- Task instructions -
Filter out all lines without the word "Place" from the data below, please, and copy the rest.

- Exercise data -
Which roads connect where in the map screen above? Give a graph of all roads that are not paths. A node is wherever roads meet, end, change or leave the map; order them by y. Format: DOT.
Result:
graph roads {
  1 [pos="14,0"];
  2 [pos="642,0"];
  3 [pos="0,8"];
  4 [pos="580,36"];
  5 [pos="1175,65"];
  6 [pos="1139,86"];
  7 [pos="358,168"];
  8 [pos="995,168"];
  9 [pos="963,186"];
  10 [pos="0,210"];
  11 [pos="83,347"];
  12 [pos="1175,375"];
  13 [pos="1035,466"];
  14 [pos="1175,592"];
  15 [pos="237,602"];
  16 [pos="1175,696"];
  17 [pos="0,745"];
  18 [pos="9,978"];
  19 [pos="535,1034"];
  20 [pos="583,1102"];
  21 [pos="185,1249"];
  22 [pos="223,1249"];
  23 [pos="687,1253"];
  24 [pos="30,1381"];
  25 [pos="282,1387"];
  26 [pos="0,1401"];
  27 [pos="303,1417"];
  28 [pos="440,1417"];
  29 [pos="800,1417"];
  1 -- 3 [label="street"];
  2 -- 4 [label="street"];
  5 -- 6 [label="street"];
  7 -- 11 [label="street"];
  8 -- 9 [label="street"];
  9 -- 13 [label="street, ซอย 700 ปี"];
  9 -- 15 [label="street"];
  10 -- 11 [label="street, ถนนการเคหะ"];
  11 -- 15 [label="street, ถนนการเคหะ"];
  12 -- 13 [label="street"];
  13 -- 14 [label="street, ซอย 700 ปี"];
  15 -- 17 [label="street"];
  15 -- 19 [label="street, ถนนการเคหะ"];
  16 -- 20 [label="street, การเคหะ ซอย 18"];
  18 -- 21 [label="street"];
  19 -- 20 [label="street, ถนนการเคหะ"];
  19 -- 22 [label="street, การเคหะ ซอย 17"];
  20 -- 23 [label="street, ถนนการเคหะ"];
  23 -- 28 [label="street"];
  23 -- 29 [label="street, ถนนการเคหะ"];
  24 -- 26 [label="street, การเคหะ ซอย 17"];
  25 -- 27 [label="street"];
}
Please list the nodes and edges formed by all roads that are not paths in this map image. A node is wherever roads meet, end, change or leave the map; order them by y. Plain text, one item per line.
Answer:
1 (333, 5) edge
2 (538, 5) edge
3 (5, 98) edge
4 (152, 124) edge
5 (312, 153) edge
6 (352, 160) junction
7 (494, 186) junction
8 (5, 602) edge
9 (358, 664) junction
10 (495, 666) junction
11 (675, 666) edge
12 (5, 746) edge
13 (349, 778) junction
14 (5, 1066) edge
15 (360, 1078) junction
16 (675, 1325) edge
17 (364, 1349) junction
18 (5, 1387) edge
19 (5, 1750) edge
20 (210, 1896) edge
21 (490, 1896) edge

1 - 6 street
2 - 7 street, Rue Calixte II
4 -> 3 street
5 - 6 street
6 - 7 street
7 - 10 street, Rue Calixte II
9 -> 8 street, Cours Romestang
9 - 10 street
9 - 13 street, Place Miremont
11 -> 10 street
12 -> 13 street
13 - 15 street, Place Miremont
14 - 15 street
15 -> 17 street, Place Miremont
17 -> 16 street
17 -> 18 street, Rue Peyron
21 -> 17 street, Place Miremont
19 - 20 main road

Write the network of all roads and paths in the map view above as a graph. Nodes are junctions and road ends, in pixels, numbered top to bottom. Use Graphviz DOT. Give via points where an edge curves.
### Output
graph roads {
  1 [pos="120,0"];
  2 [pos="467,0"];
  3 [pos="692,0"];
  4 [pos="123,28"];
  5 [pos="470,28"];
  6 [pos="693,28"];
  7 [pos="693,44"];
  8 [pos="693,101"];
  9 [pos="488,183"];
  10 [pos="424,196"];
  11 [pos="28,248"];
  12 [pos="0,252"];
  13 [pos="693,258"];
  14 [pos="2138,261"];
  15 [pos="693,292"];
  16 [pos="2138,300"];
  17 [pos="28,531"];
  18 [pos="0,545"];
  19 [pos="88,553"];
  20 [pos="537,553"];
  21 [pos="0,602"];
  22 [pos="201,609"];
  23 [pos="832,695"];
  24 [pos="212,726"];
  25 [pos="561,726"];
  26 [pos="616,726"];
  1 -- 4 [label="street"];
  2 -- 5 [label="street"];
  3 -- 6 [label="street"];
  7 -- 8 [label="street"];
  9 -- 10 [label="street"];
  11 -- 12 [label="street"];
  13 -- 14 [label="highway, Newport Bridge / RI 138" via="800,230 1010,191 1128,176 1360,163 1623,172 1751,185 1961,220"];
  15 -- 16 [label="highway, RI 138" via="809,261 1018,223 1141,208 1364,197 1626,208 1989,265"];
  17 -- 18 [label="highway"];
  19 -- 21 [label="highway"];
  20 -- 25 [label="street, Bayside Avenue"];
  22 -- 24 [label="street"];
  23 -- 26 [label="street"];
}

- Exercise response -
9 - 13 street, Place Miremont
13 - 15 street, Place Miremont
15 -> 17 street, Place Miremont
21 -> 17 street, Place Miremont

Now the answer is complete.